Information continues to be received from multiple jurisdictions indicating the existence of ongoing attacks targeting the telephone systems of public sector entities. Over 200 such attacks have been identified to date. The perpetrators of the attack launched numerous phone calls against the target telephone network, tying up the system and preventing the agency from receiving legitimate calls. This type of attack is referred to as a TDoS or Telephony Denial of Service Attack.
As a result of a cooperative effort between Federal Authorities, public safety representatives, and commercial service providers, the following checklist has been developed to provide you with information that will assist in the development of a continuity of operations plan for your agency.
1. Before an event:
a. Discuss how to respond to a TDoS event with your service provider. These discussions might include both your telephone service providers (9-1-1 and Administrative phones – if separate providers) as well as your 9-1-1 Equipment vendors.
b.
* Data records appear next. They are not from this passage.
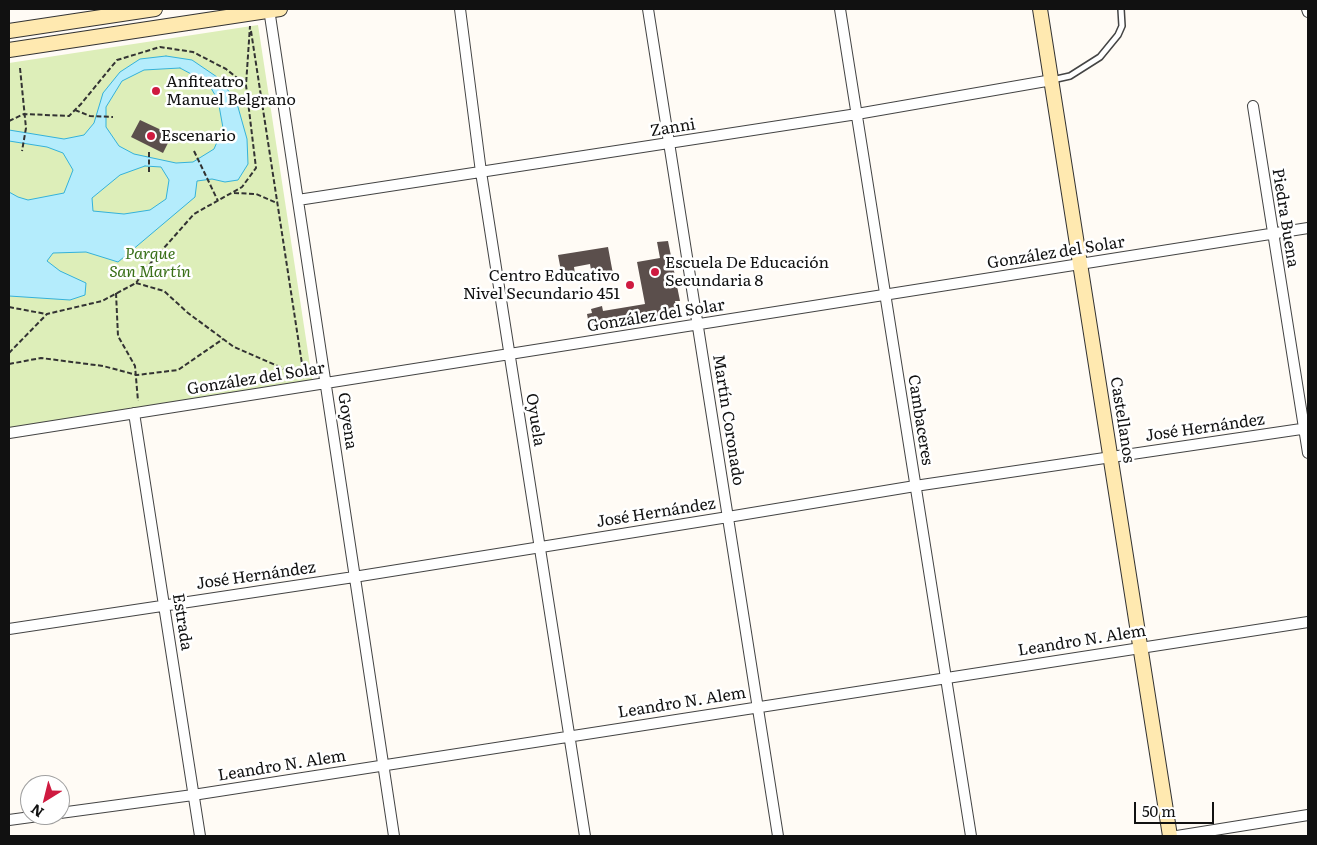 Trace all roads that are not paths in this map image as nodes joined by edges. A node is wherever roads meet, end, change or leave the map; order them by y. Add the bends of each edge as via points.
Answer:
1 (155, 9) edge
2 (272, 9) edge
3 (460, 9) edge
4 (648, 9) edge
5 (840, 9) edge
6 (1040, 9) edge
7 (1122, 9) edge
8 (9, 31) edge
9 (9, 50) edge
10 (1052, 80) junction
11 (1253, 106) dead end
12 (857, 114) junction
13 (670, 143) junction
14 (481, 172) junction
15 (298, 200) junction
16 (1308, 228) edge
17 (1272, 234) junction
18 (1080, 264) junction
19 (886, 295) junction
20 (698, 324) junction
21 (510, 354) junction
22 (326, 383) junction
23 (134, 413) junction
24 (1307, 429) edge
25 (9, 433) edge
26 (1308, 453) edge
27 (1110, 458) junction
28 (915, 486) junction
29 (728, 517) junction
30 (540, 546) junction
31 (354, 577) junction
32 (164, 604) junction
33 (1308, 622) edge
34 (9, 629) edge
35 (1140, 647) junction
36 (946, 677) junction
37 (758, 706) junction
38 (570, 736) junction
39 (383, 764) junction
40 (193, 795) junction
41 (70, 812) edge
42 (1308, 815) edge
43 (200, 836) edge
44 (394, 836) edge
45 (586, 836) edge
46 (778, 836) edge
47 (971, 836) edge
48 (1170, 836) edge
49 (1176, 836) edge

1 - 8 street
2 - 9 street
2 - 15 street, Goyena
3 - 14 street, Oyuela
4 - 13 street, Martín Coronado
5 - 12 street, Cambaceres
6 - 10 street, Castellanos
7 - 10 lane via 1122,26 1118,35 1100,57 1070,76
10 - 12 street, Zanni
10 - 18 street, Castellanos
11 - 17 street, Piedra Buena
12 - 13 street, Zanni
12 - 19 street, Cambaceres
13 - 14 street, Zanni
13 - 20 street, Martín Coronado
14 - 15 street, Zanni
14 - 21 street, Oyuela
15 - 22 street, Goyena
16 - 17 street, González del Solar
17 - 18 street, González del Solar
17 - 24 street, Piedra Buena
18 - 19 street, González del Solar
18 - 27 street, Castellanos
19 - 20 street, González del Solar
19 - 28 street, Cambaceres
20 - 21 street, González del Solar
20 - 29 street, Martín Coronado
21 - 22 street, González del Solar
21 - 30 street, Oyuela
22 - 23 street, González del Solar
22 - 31 street, Goyena
23 - 25 street, González del Solar
23 - 32 street, Estrada
24 - 26 street, Piedra Buena
24 - 27 street, José Hernández
27 - 28 street, José Hernández
27 - 35 street, Castellanos
28 - 29 street, José Hernández
28 - 36 street, Cambaceres
29 - 30 street, José Hernández
29 - 37 street, Martín Coronado
30 - 31 street, José Hernández
30 - 38 street, Oyuela
31 - 32 street, José Hernández
31 - 39 street, Goyena
32 - 34 street, José Hernández
32 - 40 street, Estrada
33 - 35 street, Leandro N. Alem
35 - 36 street, Leandro N. Alem
35 - 48 street, Castellanos
36 - 37 street, Leandro N. Alem
36 - 47 street, Cambaceres
37 - 38 street, Leandro N. Alem
37 - 46 street, Martín Coronado
38 - 39 street, Leandro N. Alem
38 - 45 street, Oyuela
39 - 40 street, Leandro N. Alem
39 - 44 street, Goyena
40 - 41 street, Leandro N. Alem
40 - 43 street, Estrada
42 - 49 street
Ensure that the Public Safety Telecommunicators and their supervisors have access to the phone number and direct contact information for the service provider’s personnel or division equipped to respond to a public safety TDoS.
c. Discuss with your telephone system engineer or technician possible configuration changes to isolate critical phone lines (incoming 9-1-1 calls for service) from administrative and other lines, taking into account hunt-groups, busy or no-answer rollover to other lines, rollover to other PSAPs, etc. Prevent an overload of non-critical lines from rolling-over to lines answered by 9-1-1 call-takers.
d. Remind employees of their obligations to protect personally identifying information, and how to protect themselves from identity theft (for example, see http://www.consumer.ftc.gov/features/feature-0014-identity-theft). Additionally, if an attack were to occur at your agency reassure the targeted employee that they are not responsible for the attack. They and the center are merely victims of a highly sophisticated criminal enterprise.
B. During the event:
a. Save the voice recording of suspects who may call before, during or after the TDoS events.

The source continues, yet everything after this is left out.